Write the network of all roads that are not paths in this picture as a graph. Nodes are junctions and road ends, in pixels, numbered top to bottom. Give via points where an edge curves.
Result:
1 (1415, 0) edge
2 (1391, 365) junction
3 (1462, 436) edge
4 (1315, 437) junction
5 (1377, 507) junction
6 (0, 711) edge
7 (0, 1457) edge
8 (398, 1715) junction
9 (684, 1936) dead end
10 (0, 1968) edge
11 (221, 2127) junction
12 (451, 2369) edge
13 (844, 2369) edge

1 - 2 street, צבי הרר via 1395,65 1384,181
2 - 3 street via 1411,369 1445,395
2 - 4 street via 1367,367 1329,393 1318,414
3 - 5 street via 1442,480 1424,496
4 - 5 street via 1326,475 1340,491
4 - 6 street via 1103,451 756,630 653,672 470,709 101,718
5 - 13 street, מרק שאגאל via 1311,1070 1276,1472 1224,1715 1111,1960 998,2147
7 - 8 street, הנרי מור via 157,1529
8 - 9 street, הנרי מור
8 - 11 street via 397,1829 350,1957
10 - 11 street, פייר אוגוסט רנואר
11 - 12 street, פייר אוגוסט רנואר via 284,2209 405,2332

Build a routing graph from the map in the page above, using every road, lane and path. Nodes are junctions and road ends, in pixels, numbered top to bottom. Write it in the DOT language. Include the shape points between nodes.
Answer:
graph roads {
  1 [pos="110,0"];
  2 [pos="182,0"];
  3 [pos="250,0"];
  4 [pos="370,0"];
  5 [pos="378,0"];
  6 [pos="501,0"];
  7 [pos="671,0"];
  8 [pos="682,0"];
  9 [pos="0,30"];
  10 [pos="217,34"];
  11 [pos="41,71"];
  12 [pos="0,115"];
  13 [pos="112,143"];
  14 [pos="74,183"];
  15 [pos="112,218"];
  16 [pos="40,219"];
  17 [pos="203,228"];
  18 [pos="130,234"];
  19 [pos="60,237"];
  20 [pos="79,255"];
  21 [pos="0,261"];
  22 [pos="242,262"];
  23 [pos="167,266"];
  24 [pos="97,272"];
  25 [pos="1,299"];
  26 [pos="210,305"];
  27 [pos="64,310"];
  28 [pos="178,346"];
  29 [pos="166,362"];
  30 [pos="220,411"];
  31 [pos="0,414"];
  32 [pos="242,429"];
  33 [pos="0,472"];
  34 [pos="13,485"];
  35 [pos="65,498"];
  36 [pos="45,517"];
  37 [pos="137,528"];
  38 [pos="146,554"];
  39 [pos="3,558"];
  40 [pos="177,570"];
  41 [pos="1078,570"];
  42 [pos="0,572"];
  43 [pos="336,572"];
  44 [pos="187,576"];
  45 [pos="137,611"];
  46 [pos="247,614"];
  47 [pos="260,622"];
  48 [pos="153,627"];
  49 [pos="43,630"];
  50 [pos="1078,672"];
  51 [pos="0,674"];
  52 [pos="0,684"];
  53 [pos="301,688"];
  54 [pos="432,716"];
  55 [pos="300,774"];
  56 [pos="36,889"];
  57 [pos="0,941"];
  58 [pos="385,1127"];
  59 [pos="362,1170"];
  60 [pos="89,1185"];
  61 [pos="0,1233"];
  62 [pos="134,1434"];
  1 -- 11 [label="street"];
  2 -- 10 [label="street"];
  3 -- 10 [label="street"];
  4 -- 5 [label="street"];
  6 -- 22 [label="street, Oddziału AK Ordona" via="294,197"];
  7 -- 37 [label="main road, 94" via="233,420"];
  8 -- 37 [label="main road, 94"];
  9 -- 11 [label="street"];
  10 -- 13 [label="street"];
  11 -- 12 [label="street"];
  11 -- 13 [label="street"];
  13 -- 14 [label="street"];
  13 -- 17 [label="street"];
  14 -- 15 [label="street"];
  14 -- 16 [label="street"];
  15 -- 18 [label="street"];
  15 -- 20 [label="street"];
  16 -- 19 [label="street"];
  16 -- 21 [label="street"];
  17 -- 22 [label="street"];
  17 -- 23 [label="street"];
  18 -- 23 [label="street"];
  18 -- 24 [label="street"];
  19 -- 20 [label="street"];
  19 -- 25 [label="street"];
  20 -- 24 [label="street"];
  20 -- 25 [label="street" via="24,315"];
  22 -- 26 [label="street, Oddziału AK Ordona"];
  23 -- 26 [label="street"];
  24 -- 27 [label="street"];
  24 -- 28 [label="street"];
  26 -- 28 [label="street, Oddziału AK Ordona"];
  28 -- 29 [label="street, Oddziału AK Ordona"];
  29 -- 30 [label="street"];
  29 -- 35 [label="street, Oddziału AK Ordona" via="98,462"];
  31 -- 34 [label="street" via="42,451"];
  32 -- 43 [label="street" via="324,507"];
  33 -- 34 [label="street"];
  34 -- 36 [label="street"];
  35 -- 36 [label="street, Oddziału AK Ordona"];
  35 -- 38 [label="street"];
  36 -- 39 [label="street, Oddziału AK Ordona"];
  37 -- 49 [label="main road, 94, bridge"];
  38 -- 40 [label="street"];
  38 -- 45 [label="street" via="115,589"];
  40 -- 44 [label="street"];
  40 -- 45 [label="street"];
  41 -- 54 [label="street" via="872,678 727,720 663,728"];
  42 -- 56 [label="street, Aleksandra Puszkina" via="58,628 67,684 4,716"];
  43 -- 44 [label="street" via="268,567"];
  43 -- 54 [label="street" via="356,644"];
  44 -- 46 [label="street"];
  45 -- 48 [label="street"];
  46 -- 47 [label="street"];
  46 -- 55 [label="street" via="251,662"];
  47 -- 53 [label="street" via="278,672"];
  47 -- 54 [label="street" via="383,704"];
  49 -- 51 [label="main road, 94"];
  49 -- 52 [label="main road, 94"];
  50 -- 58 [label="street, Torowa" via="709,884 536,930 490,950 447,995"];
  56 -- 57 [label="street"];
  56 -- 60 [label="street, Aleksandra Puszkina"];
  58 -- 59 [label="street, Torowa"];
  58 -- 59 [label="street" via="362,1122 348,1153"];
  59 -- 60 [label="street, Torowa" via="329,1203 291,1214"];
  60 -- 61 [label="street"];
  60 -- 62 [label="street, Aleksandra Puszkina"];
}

- [WHAT THE TASK REQUIRES] Where the material contains a line with "Aleksandra", return that line.

- [ANSWER AREA]
  42 -- 56 [label="street, Aleksandra Puszkina" via="58,628 67,684 4,716"];
  56 -- 60 [label="street, Aleksandra Puszkina"];
  60 -- 62 [label="street, Aleksandra Puszkina"];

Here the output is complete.